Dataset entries
-- Opening Marker --

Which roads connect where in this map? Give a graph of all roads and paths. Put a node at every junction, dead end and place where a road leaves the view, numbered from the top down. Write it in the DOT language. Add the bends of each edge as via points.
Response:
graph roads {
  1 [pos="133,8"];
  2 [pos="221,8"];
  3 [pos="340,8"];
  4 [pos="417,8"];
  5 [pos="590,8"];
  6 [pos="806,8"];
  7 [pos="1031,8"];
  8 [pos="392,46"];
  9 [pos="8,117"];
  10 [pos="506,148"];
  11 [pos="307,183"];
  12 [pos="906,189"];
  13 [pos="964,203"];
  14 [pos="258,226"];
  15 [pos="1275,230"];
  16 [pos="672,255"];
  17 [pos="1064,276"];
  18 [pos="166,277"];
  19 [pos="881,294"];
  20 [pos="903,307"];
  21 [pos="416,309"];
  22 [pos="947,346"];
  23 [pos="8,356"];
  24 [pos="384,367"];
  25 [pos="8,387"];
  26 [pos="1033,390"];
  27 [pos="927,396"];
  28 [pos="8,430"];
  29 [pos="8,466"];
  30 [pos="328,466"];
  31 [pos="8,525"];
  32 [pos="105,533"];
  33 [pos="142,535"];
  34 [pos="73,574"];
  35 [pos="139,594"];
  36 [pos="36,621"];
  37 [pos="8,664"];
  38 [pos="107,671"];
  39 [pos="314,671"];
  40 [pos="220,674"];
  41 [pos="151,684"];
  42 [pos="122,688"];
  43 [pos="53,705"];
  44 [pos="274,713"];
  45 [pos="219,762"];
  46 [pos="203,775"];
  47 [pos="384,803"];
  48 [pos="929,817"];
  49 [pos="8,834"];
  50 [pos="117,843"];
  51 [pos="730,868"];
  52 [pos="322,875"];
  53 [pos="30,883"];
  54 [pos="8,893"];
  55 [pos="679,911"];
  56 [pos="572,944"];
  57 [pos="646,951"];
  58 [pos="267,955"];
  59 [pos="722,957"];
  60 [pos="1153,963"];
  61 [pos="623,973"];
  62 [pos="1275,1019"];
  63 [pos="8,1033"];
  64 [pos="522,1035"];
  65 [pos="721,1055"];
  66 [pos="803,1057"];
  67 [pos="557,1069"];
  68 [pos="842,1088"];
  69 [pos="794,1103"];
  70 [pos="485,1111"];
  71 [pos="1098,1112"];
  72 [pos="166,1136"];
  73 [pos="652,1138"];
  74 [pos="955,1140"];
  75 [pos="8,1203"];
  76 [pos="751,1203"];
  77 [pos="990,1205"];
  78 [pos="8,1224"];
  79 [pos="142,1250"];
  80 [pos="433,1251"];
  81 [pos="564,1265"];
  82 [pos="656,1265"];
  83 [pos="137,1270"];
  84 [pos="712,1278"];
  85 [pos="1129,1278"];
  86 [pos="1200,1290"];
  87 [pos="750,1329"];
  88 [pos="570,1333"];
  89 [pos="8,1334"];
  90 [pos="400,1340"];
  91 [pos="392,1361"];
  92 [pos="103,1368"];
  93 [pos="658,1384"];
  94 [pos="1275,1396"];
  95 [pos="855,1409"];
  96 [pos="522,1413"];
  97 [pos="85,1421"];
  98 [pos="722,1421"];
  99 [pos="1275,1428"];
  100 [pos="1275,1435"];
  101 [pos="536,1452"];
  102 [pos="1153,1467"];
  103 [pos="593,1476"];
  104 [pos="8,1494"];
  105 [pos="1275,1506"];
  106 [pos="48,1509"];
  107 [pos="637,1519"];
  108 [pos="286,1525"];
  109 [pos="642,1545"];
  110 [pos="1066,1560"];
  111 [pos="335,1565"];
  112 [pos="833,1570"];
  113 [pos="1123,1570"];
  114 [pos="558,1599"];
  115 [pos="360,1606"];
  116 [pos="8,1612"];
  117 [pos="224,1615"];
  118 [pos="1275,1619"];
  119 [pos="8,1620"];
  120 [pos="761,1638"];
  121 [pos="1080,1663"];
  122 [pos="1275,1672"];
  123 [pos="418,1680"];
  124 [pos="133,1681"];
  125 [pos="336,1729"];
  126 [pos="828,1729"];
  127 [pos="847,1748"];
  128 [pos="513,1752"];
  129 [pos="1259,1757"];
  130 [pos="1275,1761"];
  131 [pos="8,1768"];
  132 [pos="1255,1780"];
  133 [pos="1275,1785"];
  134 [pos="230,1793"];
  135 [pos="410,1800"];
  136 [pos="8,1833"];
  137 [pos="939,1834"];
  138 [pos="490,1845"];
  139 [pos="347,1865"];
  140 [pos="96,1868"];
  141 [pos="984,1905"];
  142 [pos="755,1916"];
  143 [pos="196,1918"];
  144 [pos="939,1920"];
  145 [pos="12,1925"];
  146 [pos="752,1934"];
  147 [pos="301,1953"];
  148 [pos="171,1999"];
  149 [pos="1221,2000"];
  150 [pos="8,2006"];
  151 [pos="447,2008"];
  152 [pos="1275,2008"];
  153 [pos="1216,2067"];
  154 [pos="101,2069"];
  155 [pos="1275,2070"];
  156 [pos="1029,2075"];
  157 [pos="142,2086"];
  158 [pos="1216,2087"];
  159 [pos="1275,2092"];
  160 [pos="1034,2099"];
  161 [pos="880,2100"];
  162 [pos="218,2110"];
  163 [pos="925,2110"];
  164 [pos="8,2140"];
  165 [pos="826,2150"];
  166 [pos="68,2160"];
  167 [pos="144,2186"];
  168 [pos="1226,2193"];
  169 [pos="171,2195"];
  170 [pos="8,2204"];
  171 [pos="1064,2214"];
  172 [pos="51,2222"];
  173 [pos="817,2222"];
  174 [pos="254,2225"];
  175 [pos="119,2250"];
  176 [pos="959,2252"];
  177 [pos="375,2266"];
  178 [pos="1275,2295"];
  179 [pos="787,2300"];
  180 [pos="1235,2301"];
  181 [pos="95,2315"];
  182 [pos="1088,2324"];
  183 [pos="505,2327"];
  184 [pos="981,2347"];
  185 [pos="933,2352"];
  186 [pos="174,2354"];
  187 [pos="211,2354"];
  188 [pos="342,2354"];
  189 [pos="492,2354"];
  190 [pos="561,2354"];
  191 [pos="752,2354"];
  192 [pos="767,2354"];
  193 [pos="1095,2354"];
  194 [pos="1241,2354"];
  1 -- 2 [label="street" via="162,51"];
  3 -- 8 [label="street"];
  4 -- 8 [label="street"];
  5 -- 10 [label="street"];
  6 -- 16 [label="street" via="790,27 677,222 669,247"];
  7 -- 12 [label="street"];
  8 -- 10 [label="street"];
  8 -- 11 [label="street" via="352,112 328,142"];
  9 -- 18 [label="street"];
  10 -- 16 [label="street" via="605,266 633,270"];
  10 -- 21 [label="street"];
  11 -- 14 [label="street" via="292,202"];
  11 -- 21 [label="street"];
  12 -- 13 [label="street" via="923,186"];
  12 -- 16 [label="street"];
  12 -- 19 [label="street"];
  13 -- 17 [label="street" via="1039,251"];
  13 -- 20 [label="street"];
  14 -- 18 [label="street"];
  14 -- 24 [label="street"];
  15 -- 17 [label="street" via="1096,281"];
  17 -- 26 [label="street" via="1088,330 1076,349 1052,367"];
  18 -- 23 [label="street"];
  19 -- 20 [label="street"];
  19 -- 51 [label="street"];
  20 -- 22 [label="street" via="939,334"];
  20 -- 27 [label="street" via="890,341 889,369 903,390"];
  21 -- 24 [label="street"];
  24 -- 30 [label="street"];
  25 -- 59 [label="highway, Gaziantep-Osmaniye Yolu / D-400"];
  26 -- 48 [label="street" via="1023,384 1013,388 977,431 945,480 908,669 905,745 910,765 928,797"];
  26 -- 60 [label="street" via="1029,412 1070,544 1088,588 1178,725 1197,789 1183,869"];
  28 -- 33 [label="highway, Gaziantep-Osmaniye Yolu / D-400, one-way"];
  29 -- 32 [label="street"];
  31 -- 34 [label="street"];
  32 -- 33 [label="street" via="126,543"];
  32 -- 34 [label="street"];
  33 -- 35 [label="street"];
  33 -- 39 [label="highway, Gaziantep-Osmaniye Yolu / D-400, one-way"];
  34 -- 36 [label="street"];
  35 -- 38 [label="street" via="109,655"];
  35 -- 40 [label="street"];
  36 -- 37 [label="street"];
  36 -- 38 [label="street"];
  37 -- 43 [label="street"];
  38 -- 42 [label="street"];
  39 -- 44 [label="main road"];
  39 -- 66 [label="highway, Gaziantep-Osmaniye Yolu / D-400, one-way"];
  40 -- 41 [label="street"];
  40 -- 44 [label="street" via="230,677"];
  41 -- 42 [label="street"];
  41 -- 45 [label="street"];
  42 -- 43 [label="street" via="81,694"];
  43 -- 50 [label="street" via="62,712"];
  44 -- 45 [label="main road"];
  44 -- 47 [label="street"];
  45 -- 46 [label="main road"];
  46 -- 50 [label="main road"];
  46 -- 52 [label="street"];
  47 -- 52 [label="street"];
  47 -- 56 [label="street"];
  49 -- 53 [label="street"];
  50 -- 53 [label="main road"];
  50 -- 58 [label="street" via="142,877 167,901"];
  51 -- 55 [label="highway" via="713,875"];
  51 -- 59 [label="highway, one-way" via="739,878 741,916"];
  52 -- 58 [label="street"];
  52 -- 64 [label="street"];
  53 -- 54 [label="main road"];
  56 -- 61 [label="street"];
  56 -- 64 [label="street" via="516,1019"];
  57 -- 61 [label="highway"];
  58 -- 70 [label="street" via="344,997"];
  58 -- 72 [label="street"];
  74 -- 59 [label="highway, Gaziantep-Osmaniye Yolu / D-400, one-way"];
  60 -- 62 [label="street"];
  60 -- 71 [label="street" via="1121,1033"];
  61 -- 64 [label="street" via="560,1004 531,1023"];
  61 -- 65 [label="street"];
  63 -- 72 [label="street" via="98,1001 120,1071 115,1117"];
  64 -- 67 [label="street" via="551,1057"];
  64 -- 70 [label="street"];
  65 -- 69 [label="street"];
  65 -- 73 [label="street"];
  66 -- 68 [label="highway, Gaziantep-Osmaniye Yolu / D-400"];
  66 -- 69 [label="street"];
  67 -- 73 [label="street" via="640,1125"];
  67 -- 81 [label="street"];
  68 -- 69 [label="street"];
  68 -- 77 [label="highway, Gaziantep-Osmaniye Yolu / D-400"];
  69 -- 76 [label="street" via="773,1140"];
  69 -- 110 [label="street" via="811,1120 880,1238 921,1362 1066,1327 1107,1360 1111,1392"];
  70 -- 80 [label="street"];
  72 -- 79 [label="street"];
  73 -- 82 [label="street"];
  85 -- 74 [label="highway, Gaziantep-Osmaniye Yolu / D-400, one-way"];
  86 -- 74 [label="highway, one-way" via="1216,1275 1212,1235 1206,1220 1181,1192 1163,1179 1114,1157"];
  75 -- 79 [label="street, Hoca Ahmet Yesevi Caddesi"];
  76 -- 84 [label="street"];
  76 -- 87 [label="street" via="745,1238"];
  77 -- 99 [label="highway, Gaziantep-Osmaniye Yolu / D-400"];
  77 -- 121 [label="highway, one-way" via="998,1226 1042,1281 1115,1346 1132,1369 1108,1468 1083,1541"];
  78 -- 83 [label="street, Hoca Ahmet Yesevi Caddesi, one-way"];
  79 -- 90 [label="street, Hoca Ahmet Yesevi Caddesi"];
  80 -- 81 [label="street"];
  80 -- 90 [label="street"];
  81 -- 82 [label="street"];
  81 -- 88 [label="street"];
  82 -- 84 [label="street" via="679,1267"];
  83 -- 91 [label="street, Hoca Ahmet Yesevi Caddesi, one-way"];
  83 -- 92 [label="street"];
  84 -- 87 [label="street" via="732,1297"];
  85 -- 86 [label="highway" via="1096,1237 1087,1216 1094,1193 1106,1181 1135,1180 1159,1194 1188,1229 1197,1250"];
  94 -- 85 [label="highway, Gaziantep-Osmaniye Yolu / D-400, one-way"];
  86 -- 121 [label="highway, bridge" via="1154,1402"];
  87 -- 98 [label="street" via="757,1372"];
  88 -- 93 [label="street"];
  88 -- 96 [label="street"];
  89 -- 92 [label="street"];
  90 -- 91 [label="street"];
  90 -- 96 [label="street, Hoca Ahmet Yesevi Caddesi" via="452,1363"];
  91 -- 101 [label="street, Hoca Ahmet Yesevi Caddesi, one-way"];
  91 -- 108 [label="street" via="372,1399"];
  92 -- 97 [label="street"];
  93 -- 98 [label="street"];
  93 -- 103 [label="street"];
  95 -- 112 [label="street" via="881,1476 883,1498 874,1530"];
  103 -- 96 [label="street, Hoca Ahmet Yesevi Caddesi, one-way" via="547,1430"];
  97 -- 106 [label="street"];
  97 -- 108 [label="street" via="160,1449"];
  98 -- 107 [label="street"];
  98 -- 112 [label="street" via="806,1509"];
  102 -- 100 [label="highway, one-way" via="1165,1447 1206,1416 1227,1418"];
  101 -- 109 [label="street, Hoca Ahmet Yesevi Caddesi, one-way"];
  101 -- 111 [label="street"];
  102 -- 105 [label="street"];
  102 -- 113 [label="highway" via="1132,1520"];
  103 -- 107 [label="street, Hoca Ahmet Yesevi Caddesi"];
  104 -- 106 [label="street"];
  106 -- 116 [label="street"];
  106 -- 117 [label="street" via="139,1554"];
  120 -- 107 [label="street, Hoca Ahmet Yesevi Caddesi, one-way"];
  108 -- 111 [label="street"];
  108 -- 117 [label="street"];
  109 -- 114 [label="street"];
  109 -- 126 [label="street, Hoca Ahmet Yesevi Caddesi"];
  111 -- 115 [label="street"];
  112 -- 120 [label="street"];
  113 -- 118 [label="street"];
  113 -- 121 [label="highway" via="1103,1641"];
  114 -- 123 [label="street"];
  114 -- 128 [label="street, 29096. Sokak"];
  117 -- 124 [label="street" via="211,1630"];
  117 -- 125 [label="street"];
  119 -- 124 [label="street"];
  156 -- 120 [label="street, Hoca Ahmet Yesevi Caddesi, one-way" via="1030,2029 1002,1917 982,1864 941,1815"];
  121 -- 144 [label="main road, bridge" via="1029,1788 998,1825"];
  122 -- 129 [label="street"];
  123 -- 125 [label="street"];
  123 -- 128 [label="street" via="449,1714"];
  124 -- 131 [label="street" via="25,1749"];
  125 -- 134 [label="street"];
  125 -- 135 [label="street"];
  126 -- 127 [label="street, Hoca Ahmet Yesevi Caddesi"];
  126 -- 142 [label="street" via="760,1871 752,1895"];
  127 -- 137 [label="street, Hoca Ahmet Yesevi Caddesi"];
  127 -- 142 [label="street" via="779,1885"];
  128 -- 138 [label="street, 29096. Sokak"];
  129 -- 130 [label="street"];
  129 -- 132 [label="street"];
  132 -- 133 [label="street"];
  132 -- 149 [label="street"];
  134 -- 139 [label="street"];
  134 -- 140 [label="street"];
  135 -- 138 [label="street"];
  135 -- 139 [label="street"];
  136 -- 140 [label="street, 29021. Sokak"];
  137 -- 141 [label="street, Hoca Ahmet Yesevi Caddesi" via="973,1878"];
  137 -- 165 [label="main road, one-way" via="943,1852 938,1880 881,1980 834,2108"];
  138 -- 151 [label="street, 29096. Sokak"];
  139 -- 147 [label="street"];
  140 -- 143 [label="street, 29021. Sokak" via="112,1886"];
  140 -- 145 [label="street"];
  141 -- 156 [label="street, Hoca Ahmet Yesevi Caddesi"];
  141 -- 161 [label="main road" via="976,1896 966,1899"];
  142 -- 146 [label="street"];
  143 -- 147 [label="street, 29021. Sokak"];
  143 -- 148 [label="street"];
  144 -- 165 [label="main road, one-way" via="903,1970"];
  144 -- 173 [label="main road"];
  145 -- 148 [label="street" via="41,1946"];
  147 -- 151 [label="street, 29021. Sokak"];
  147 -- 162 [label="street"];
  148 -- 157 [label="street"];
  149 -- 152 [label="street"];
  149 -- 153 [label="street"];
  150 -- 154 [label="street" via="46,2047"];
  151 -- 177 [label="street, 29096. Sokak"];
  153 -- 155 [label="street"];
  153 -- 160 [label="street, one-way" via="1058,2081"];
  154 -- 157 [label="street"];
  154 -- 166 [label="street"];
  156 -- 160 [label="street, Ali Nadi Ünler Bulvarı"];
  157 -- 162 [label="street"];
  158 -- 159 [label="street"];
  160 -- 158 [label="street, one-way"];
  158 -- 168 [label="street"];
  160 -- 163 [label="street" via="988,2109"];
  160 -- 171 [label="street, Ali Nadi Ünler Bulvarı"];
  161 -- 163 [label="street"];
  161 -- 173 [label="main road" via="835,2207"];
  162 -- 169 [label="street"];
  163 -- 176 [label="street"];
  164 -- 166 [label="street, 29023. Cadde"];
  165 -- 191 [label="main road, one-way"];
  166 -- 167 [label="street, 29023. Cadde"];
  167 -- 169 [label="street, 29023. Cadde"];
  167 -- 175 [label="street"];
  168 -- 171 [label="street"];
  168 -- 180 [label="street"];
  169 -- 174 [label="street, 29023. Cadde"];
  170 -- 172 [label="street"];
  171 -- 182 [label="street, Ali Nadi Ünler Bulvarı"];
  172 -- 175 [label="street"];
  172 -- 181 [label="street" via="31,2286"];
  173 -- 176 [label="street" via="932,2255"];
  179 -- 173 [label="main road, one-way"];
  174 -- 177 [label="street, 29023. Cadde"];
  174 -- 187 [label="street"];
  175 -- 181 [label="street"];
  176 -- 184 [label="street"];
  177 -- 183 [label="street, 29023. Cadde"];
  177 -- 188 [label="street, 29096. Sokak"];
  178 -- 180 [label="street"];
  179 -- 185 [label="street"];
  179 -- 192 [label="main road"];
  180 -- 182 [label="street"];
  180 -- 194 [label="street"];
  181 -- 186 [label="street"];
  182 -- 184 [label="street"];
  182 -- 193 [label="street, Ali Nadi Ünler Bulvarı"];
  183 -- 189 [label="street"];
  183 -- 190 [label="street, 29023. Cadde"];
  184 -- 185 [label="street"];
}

-- Closing Marker --

- BRIEF
Check every line of the entries above for the word "Gaziantep" and report how many lines contain it, giving the number only.

- RESPONSE AREA
10